Let's take a look! :D

What are multiclass classifiers?

Classification is one of the approaches available in supervised learning. With a training dataset that has feature vectors (i.e. input samples with multiple columns per sample) and corresponding labels, we can train a model to assign one of the labels the model was trained on when it is fed new samples.

Classification can be visualized as an automated system that categorizes items that are moving on a conveyor belt. In this assembly line scenario, the automated system recognizes characteristics of the object and moves it into a specific bucket when it is first in line. This looks as follows:

There are 3 variants of classification. In the binary case, there are only two buckets - and hence two categories. This can be implemented with most machine learning algorithms. The other two cases - multiclass and multilabel classification, are different. In the multiclass case, we can assignitems into one of multiple (> 2) buckets; in the multilabel case, we can assign multiple labels to one instance.

Multiclass classification can therefore be used in the setting where your classification dataset has more than two classes.

3 Variants of Classification Problems in Machine Learning

Multiclass classification is reflected in the figure above. We clearly have no binary classifier: there are three buckets. We neither have a multilabel classifier: we assign items into buckets, rather than attaching multiple labels onto each item and then moving them into one bucket.

Implementing a multiclass classifier is easy when you are using Neural networks. When using SVMs, this is more difficult. Let's now take a look at why this cannot be done so easily.

Why you cannot create multiclass SVMs natively

Take a look at the figure below. You see samples from two classes - black and white - plotted in a scatter plot, which visualizes a two-dimensional feature space. In addition, you see three decision boundaries: \(H_1\), \(H_2\) and \(H_3\). The first is not capable of adequately separating the classes. The second is, and the third is as well.

But which one is best if you are training a Support Vector Machine?

Spoiler alert: it's \(H_3\). The reason why is because SVMs are maximum-margin classifiers, which means that they attempt to generate a decision boundary that is equidistant from the two classes of data.

A point is said to be equidistant from a set of objects if the distances between that point and each object in the set are equal.

Wikipedia (2005)

To be more precise, it will not take into account the whole class - but rather the samples closest to the decision boundary, the so-called support vectors.

Hyperplanes and data points. The imageis not edited. Author: Zack Weinberg, derived from Cyc’s work. License: CC BY-SA 3.0

Now, as you can see, using a SVM for learning a decision boundary makes that the hyperplane is binary - i.e., it is capable of distinguishing between two classes of samples.

The equidistance property simply does not allow us to distinguish between > 2 classes.

Imagine adding another class to the image, with another separation boundary, effectively creating three sub boundaries: that between 1 and 2, that between 2 and 3, and that between 1 and 3.

For all sub boundaries, the equidistance property is no longer true: the 1-2 boundary no longer guarantees an equidistant distance to the support vectors from class 3, and so on.

This is why Support Vector Machines are binary classifiers and cannot be used for multiclass classification natively.

Two approaches for creating them anyway

Fortunately, SVMs can in practice be used for multiclass classification.
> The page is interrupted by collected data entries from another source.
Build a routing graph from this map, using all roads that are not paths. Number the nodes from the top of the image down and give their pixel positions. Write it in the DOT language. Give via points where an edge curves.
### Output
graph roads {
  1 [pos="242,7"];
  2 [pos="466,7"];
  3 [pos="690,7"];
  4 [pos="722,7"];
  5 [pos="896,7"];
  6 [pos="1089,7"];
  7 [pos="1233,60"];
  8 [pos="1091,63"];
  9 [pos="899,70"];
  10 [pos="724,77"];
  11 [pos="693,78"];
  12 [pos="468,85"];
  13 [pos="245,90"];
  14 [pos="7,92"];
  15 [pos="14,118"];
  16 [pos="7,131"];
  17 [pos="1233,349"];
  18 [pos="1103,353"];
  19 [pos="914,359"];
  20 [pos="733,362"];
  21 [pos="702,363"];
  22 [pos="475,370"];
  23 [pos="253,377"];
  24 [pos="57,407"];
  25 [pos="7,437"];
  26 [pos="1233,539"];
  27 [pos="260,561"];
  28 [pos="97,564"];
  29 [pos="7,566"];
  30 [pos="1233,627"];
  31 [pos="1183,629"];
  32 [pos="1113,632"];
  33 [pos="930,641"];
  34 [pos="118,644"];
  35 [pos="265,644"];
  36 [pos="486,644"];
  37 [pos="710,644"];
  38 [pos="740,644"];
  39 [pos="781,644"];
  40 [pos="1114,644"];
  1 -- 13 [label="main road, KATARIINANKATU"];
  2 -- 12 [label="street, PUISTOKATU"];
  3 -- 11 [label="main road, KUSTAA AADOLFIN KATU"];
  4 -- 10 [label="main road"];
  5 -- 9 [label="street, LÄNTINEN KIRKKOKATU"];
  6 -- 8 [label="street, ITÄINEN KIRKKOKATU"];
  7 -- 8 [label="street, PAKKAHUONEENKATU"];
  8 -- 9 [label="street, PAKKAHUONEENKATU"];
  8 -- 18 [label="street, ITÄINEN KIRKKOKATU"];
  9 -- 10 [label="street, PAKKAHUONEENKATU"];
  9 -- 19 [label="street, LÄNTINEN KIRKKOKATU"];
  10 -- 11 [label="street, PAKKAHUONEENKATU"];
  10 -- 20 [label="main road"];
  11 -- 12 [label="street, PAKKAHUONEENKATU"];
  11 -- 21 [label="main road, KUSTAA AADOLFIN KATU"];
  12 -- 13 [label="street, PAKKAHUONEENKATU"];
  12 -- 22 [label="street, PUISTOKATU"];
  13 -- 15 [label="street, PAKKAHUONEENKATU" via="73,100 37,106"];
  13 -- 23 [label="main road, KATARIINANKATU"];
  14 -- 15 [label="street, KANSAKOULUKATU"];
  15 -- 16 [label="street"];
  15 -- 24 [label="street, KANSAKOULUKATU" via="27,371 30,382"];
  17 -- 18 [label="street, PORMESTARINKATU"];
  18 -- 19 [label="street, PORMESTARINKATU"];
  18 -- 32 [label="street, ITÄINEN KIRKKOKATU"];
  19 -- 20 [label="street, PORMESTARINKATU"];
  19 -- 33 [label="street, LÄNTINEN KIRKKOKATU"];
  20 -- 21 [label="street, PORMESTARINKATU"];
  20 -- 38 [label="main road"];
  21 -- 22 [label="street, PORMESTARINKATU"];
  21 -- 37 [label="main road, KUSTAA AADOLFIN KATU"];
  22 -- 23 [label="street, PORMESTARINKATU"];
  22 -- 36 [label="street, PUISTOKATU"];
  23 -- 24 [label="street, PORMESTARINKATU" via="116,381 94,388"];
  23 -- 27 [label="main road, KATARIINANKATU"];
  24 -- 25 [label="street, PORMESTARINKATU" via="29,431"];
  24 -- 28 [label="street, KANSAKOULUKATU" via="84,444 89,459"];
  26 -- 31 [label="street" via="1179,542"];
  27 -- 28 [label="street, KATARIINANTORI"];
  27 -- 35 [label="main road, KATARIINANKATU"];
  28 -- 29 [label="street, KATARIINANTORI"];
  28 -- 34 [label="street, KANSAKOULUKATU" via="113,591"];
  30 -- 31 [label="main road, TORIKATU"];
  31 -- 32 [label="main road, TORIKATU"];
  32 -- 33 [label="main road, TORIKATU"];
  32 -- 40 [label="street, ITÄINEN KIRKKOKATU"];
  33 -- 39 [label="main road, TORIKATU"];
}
There are a few approaches which help mimic a multiclass classifier. In this article, we'll cover two ones:

The One-vs-Rest method for multiclass classification: distinguishing between some label and all the others, where the class prediction with highest probability wins.
The One-vs-One method: a classifier is trained for every pair of classes, allowing us to make continuous comparisons. The class prediction with highest quantity of predictions wins.
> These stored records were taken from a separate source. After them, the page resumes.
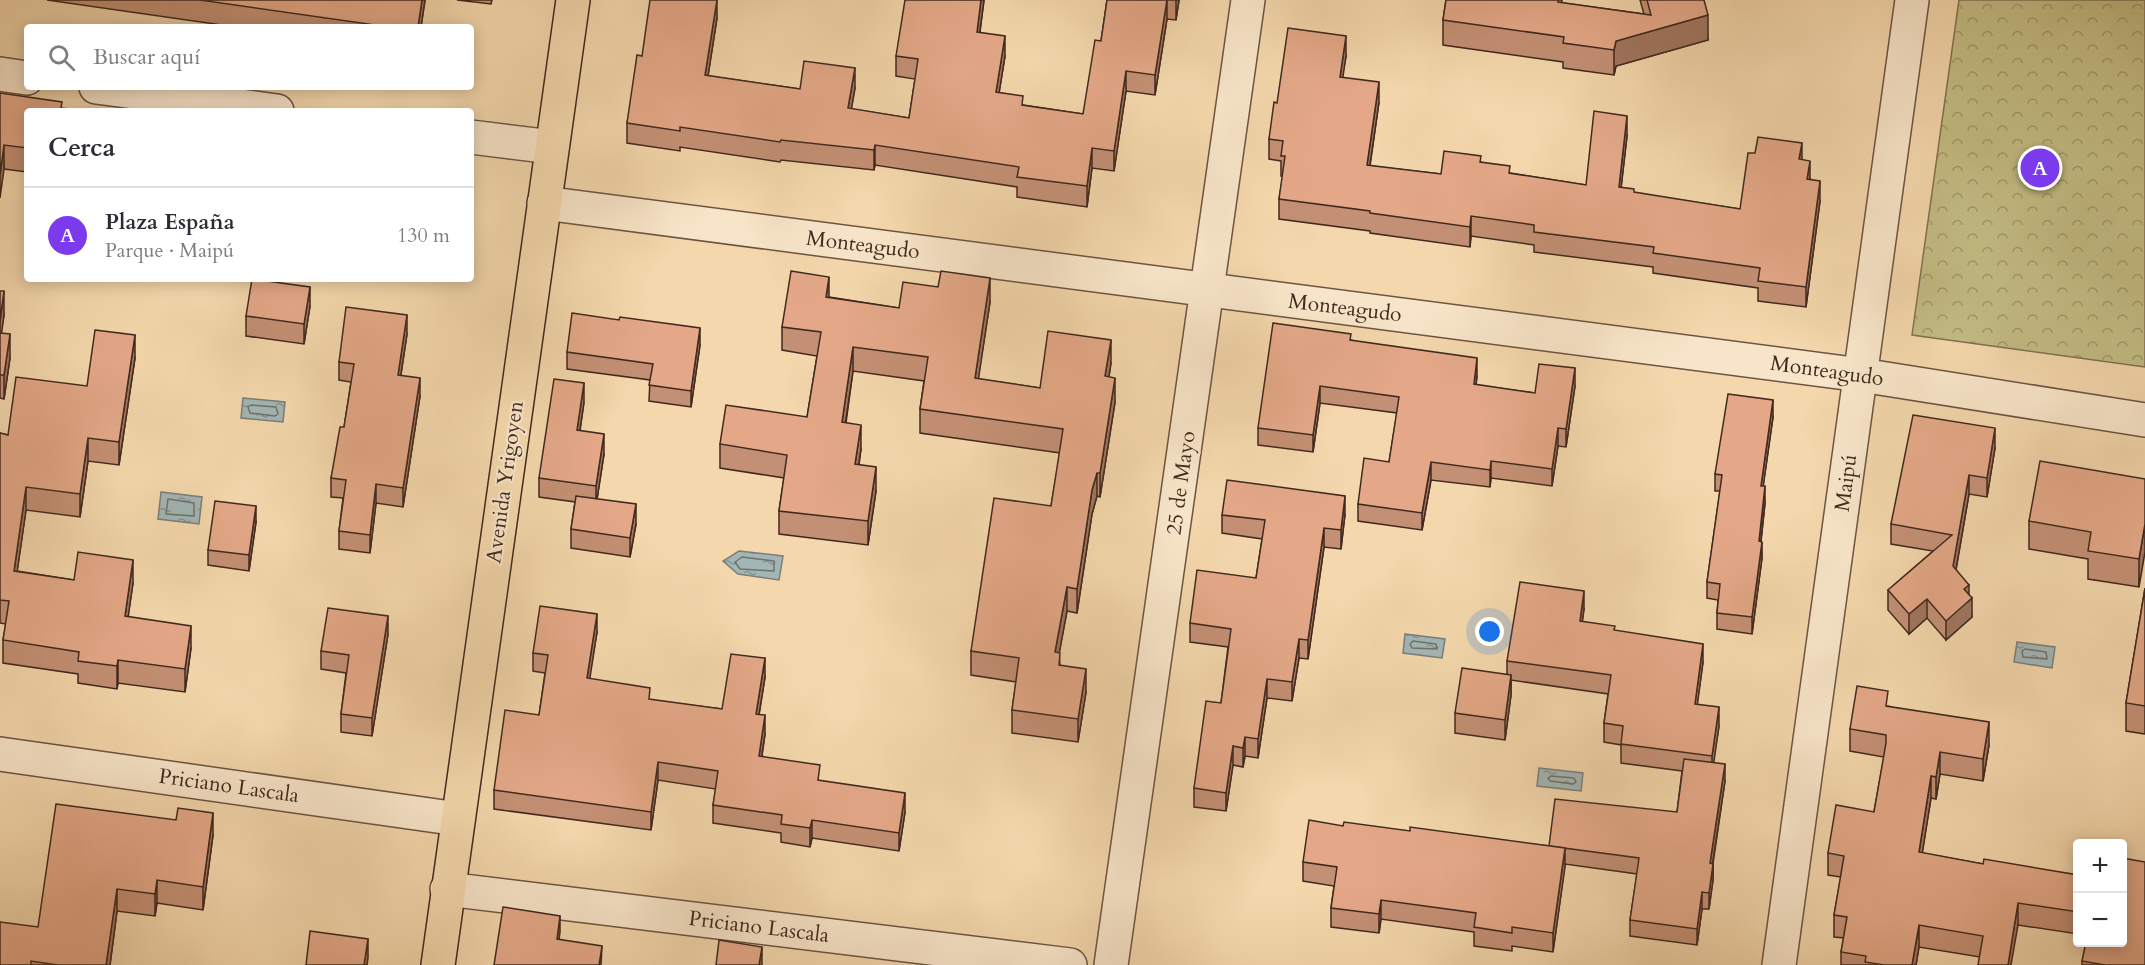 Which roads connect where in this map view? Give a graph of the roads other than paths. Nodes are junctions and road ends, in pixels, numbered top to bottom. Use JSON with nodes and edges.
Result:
{"nodes":[{"id":1,"x":573,"y":0,"type":"edge"},
{"id":2,"x":1248,"y":0,"type":"edge"},
{"id":3,"x":1912,"y":0,"type":"edge"},
{"id":4,"x":0,"y":74,"type":"edge"},
{"id":5,"x":24,"y":78,"type":"edge"},
{"id":6,"x":119,"y":90,"type":"edge"},
{"id":7,"x":254,"y":108,"type":"edge"},
{"id":8,"x":474,"y":137,"type":"edge"},
{"id":9,"x":552,"y":147,"type":"junction"},
{"id":10,"x":544,"y":203,"type":"junction"},
{"id":11,"x":1208,"y":290,"type":"junction"},
{"id":12,"x":1861,"y":375,"type":"junction"},
{"id":13,"x":2145,"y":420,"type":"edge"},
{"id":14,"x":0,"y":754,"type":"edge"},
{"id":15,"x":458,"y":819,"type":"junction"},
{"id":16,"x":447,"y":889,"type":"junction"},
{"id":17,"x":438,"y":965,"type":"edge"},
{"id":18,"x":1070,"y":965,"type":"edge"},
{"id":19,"x":1111,"y":965,"type":"edge"},
{"id":20,"x":1779,"y":965,"type":"edge"}],
"edges":[{"from":1,"to":9,"type":"main road","name":"Avenida Yrigoyen"},
{"from":2,"to":11,"type":"street","name":"25 de Mayo"},
{"from":3,"to":12,"type":"street","name":"Maipú"},
{"from":4,"to":5,"type":"street"},
{"from":6,"to":7,"type":"street"},
{"from":8,"to":9,"type":"street"},
{"from":9,"to":10,"type":"main road","name":"Avenida Yrigoyen"},
{"from":10,"to":11,"type":"street","name":"Monteagudo"},
{"from":10,"to":15,"type":"main road","name":"Avenida Yrigoyen"},
{"from":11,"to":12,"type":"street","name":"Monteagudo"},
{"from":11,"to":19,"type":"street","name":"25 de Mayo"},
{"from":12,"to":13,"type":"street","name":"Monteagudo"},
{"from":12,"to":20,"type":"street","name":"Maipú"},
{"from":14,"to":15,"type":"street","name":"Priciano Lascala"},
{"from":15,"to":16,"type":"main road","name":"Avenida Yrigoyen"},
{"from":16,"to":17,"type":"main road","name":"Avenida Yrigoyen"},
{"from":16,"to":18,"type":"street","name":"Priciano Lascala"}]}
Let's now take a look at each individual method in more detail and see how we can implement them with Scikit-learn.

One-vs-Rest (OvR) Classification

The One-vs-Rest method can be used for creating a multiclass SVM classifier. Let's recall the multiclass assembly line that we discussed above. Here, the output is one out of three possible classes: {yellow, blue, red}.

Training an One-vs-Rest classifier for our model actually involves creating three binary classifiers under the hood:

OvR binary classifier 1: yellow vs {blue, red}
OvR binary classifier 2: blue vs {yellow, red}
OvR binary classifier 3: red vs {blue, yellow}

Each binary classifier should predict a class probability. Say that we can define the predictions for each binary classifier as p1, p2 and p3, then the multiclass prediction that is the outcome of the OvR classifier is argmax(p1, p2, p3). In other words, if the probability that it is yellow vs blue or red is 0.99, blue vs yellow or red is 0.23, red vs blue or yellow is 0.78, then the outcome of the multiclass classifier is 0 a.k.a. yellow.
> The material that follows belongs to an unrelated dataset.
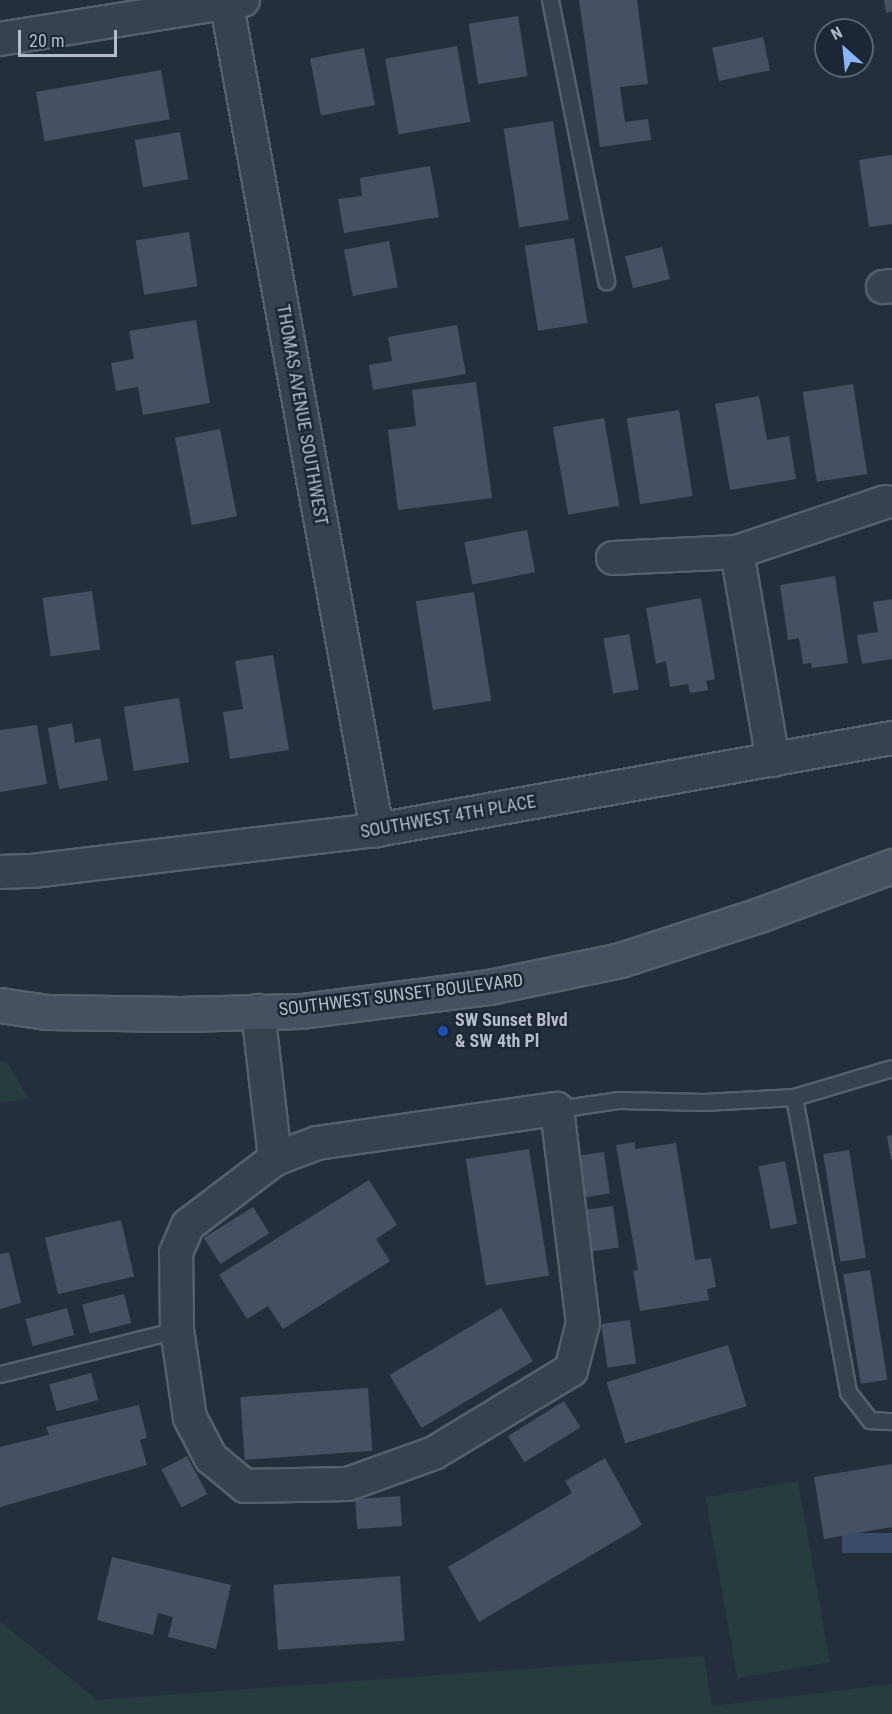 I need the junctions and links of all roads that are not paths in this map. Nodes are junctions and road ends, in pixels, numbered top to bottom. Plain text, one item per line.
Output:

One-vs-Rest in Scikit-learn: OneVsRestClassifier

Say that we've got the following linearly separable dataset with three classes in a two-dimensional feature space:

It can be generated as follows:

from sklearn.datasets import make_blobs

# Configuration options
num_samples_total = 10000
cluster_centers = [(5,5), (3,3), (1,5)]
num_classes = len(cluster_centers)

# Generate data
X, y = make_blobs(n_samples = num_samples_total, centers = cluster_centers, n_features = num_classes, center_box=(0, 1), cluster_std = 0.30)

We can now create a linear Support Vector Machine for classification with Scikit-learn's sklearn.svm.LinearSVC model type and a OneVsRestClassifier wrapper. Note that for evaluation purposes, we also generate a confusion matrix and a decision boundary plot in the code below. For this reason, make sure that besides sklearn you also have mlxtend installed onto your system (or remove the code if not).

import matplotlib.pyplot as plt
import numpy as np
from sklearn.datasets import make_blobs
from sklearn.multiclass import OneVsRestClassifier
from sklearn.svm import LinearSVC
from sklearn.model_selection import train_test_split
from sklearn.metrics import plot_confusion_matrix
from mlxtend.plotting import plot_decision_regions

# Configuration options
num_samples_total = 10000
cluster_centers = [(5,5), (3,3), (1,5)]
num_classes = len(cluster_centers)

# Generate data
X, y = make_blobs(n_samples = num_samples_total, centers = cluster_centers, n_features = num_classes, center_box=(0, 1), cluster_std = 0.30)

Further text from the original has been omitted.